WHAT THE TASK ASKS: Filter these entries down to the lines that hold the word "wrist", and show each of them.

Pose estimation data
------------------------------------------------------------------------
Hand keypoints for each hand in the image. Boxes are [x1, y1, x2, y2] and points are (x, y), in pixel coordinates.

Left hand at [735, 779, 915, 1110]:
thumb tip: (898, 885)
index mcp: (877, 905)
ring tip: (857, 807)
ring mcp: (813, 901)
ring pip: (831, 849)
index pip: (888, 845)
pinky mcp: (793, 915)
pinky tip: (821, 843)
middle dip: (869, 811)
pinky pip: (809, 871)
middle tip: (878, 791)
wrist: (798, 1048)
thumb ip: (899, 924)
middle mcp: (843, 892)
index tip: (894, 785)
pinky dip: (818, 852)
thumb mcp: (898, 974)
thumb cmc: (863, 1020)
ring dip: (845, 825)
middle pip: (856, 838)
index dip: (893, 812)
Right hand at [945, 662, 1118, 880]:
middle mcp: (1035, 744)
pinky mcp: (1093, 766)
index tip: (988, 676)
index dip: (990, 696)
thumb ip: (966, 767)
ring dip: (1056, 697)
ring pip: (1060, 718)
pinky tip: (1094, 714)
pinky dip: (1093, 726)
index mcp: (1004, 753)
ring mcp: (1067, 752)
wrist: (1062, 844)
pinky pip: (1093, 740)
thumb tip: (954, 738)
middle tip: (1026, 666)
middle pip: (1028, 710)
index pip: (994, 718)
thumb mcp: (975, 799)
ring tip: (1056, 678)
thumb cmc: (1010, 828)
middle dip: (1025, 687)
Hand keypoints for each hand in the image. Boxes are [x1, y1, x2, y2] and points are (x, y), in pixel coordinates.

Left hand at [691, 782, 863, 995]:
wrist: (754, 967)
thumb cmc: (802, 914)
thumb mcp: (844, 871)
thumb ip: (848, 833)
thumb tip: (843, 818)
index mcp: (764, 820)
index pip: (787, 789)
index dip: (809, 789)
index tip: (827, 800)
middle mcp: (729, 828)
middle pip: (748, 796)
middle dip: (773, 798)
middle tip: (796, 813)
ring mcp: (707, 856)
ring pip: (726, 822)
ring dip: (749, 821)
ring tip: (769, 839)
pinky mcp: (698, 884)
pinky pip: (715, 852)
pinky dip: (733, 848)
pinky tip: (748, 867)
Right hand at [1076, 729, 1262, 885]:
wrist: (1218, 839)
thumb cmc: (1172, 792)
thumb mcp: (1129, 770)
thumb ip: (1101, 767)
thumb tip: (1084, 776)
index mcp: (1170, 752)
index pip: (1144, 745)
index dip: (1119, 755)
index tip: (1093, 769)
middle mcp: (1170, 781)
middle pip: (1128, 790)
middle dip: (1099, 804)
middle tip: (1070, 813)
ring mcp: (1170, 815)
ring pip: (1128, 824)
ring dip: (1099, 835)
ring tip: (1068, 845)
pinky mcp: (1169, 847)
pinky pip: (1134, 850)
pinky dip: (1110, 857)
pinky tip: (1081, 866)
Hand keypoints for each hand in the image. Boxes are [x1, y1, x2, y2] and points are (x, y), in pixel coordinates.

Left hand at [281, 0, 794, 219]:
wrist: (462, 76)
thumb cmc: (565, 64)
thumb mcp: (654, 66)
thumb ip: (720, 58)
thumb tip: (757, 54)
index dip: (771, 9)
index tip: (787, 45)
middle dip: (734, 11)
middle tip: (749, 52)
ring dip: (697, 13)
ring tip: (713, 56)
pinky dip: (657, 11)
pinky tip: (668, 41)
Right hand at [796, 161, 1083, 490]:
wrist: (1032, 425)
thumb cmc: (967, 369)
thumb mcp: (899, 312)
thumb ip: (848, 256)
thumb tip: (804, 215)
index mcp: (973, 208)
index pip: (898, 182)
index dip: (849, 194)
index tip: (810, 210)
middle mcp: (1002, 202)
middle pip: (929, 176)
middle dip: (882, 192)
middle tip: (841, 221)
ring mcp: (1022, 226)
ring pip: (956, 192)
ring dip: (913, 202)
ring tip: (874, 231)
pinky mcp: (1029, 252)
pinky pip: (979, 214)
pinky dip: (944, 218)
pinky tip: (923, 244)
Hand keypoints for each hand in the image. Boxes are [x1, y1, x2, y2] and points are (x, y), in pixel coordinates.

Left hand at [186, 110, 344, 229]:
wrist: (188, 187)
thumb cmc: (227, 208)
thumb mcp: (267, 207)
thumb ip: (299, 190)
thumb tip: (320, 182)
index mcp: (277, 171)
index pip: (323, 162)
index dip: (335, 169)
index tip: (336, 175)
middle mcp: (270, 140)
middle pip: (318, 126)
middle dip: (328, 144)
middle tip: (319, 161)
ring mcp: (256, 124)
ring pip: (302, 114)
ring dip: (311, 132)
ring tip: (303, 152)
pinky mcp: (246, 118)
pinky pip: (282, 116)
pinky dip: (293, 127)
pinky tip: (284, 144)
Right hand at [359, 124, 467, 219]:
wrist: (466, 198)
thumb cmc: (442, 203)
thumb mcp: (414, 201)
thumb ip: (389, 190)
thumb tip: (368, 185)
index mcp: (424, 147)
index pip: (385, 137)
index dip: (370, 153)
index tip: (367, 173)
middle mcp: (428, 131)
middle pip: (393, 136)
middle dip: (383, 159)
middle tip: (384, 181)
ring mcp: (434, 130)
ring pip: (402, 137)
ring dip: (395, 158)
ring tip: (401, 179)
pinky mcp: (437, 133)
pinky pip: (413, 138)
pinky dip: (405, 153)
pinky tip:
------------------------------------------------------------------------
RESULT OF THE EXERCISE:
wrist: (798, 1048)
wrist: (1062, 844)
wrist: (754, 967)
wrist: (1218, 839)
wrist: (462, 76)
wrist: (1032, 425)
wrist: (188, 187)
wrist: (466, 198)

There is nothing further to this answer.